*Materials provided:*
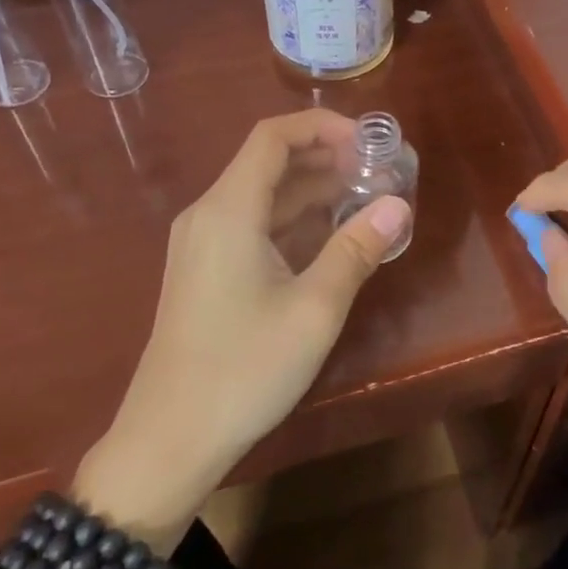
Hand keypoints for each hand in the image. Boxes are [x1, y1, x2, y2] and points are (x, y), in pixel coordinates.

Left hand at [77, 110, 409, 536]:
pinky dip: (296, 223)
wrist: (169, 441)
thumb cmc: (244, 369)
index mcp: (229, 211)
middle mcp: (210, 215)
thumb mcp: (314, 309)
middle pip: (270, 163)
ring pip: (266, 197)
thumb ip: (357, 249)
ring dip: (315, 192)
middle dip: (328, 159)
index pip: (273, 137)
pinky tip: (335, 237)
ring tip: (369, 199)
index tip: (370, 143)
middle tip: (381, 172)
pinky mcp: (208, 272)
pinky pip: (256, 227)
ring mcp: (204, 245)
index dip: (323, 128)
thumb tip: (398, 205)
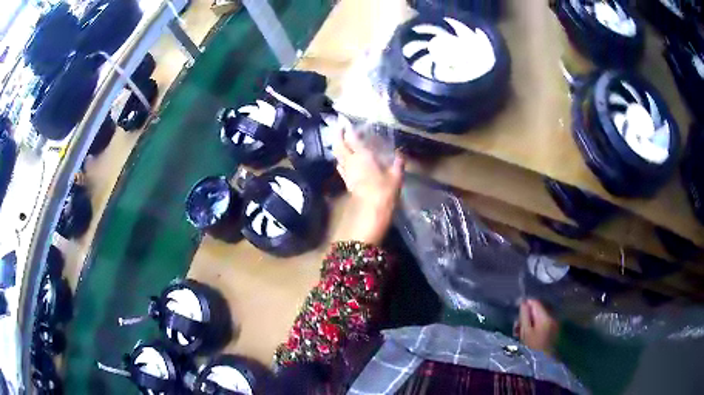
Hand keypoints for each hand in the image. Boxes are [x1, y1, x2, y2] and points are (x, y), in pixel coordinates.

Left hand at [333, 127, 404, 244]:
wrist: (369, 213)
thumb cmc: (384, 192)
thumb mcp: (396, 177)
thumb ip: (397, 164)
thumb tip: (400, 154)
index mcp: (363, 156)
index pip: (352, 139)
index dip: (348, 130)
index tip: (346, 122)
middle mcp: (351, 162)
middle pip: (340, 145)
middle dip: (338, 135)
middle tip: (338, 128)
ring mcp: (347, 172)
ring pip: (338, 156)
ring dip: (337, 147)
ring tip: (339, 141)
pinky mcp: (346, 182)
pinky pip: (341, 167)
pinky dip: (340, 160)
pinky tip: (343, 161)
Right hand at [515, 299, 558, 355]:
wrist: (546, 358)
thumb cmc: (534, 346)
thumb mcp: (526, 332)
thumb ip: (524, 317)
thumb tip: (523, 303)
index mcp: (545, 316)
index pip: (535, 302)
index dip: (526, 303)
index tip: (517, 309)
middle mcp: (552, 315)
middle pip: (538, 308)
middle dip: (528, 313)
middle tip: (517, 324)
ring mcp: (554, 321)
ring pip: (540, 315)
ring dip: (531, 319)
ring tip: (521, 330)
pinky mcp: (554, 327)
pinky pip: (543, 320)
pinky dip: (536, 324)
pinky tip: (529, 332)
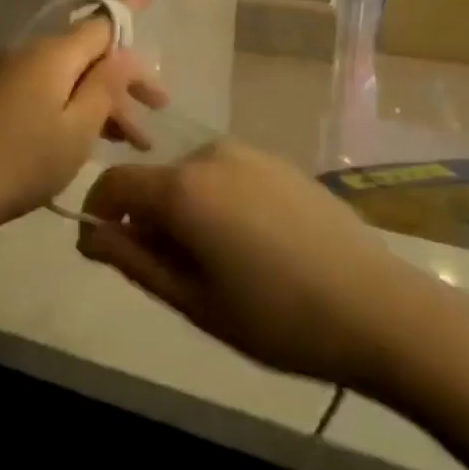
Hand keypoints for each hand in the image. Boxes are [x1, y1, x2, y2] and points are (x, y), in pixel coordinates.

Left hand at [0, 0, 167, 230]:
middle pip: (90, 54)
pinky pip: (50, 89)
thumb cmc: (24, 159)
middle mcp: (32, 53)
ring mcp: (12, 73)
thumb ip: (105, 86)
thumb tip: (124, 52)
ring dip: (104, 101)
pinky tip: (94, 136)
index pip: (102, 21)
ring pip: (71, 76)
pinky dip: (76, 106)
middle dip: (126, 78)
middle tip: (160, 108)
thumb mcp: (78, 128)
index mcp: (54, 54)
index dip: (130, 7)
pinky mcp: (0, 95)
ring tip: (133, 141)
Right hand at [76, 138, 455, 390]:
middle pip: (155, 181)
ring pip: (191, 178)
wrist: (379, 307)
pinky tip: (252, 244)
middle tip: (173, 274)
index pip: (114, 183)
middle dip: (147, 219)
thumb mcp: (194, 300)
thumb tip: (90, 236)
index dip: (97, 212)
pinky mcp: (278, 162)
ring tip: (217, 262)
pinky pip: (226, 175)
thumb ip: (133, 261)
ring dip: (185, 210)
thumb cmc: (276, 316)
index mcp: (182, 187)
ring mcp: (248, 153)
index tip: (103, 249)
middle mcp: (209, 154)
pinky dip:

*Work item:* Your copy should hold all the data word for word. It should hold no pictures.

*Reply:*
Hand keypoints for each hand in the image. Boxes are [x1, y1, x2, y2] and points are (x, y), in pixel coordinates.

Left hand at [77, 110, 409, 536]:
pinky dip: (296, 223)
wrist: (169, 441)
thumb cmc: (244, 369)
index mcp: (229, 211)
middle mcp: (210, 215)
thumb mcp: (314, 309)
middle pip: (270, 163)
ring pip: (266, 197)
thumb ip: (357, 249)
ring dip: (315, 192)
middle dip: (328, 159)
index pip: (273, 137)
pinky tip: (335, 237)
ring tip: (369, 199)
index tip: (370, 143)
middle tip: (381, 172)
pinky mcp: (208, 272)
pinky pip: (256, 227)
ring mcp: (204, 245)
index dip: (323, 128)
thumb tip: (398, 205)
Hand keypoints for each hand in the image. Boxes are [x1, y1, x2, y2] and points are (x, y), in pixel coordinates.

Left hand at [333, 127, 404, 244]:
wrist: (369, 213)
thumb cmc: (384, 192)
thumb mcp: (396, 177)
thumb ip: (397, 164)
thumb tip: (400, 154)
index mcp: (363, 156)
index pip: (352, 139)
index dip: (348, 130)
index tip: (346, 122)
middle mcp: (351, 162)
middle pip: (340, 145)
middle dip: (338, 135)
middle tip: (338, 128)
ring mcp: (347, 172)
ring pip: (338, 156)
ring dip: (337, 147)
ring tip: (339, 141)
pinky mcp: (346, 182)
pinky pip: (341, 167)
pinky dip: (340, 160)
pinky tip: (343, 161)
Right hand at [515, 299, 558, 355]:
wrist: (546, 358)
thumb cmc: (534, 346)
thumb mcp: (526, 332)
thumb ip: (524, 317)
thumb tip: (523, 303)
index mcp: (545, 316)
index pip: (535, 302)
index dip: (526, 303)
index tip: (517, 309)
middle mcp: (552, 315)
middle pip: (538, 308)
middle dip: (528, 313)
middle tip: (517, 324)
ring mcp: (554, 321)
ring pip: (540, 315)
ring dip: (531, 319)
ring tip: (521, 330)
pinky mcp: (554, 327)
pinky pip: (543, 320)
pinky dip: (536, 324)
pinky tip: (529, 332)
Hand keypoints for each hand in the image. Boxes are [x1, y1, x2, y2] and points are (x, y), in pixel coordinates.

Left hand at [0, 0, 167, 230]:
middle pip: (90, 54)
pinky pip: (50, 89)
thumb cmc: (24, 159)
middle mcp: (32, 53)
ring mcp: (12, 73)
thumb ip: (105, 86)
thumb tip: (124, 52)
ring dip: (104, 101)
pinky tip: (94, 136)
index pip: (102, 21)
ring pip: (71, 76)
pinky dip: (76, 106)
middle dip: (126, 78)
middle tip: (160, 108)
thumb mcp: (78, 128)
index mcp: (54, 54)
index dip: (130, 7)
pinky mcp: (0, 95)
ring tip: (133, 141)
Right hand at [76, 138, 455, 390]:
middle pip: (155, 181)
ring pip: (191, 178)
wrist: (379, 307)
pinky tip: (252, 244)
middle tip: (173, 274)
index pip: (114, 183)
middle dip: (147, 219)
thumb mcp: (194, 300)
thumb tip: (90, 236)
index dip: (97, 212)
pinky mcp: (278, 162)
ring tip: (217, 262)
pinky pip: (226, 175)
thumb ip: (133, 261)
ring dip: (185, 210)
thumb cmc: (276, 316)
index mcp: (182, 187)
ring mcp: (248, 153)
index tip: (103, 249)
middle mcp: (209, 154)
pinky dip:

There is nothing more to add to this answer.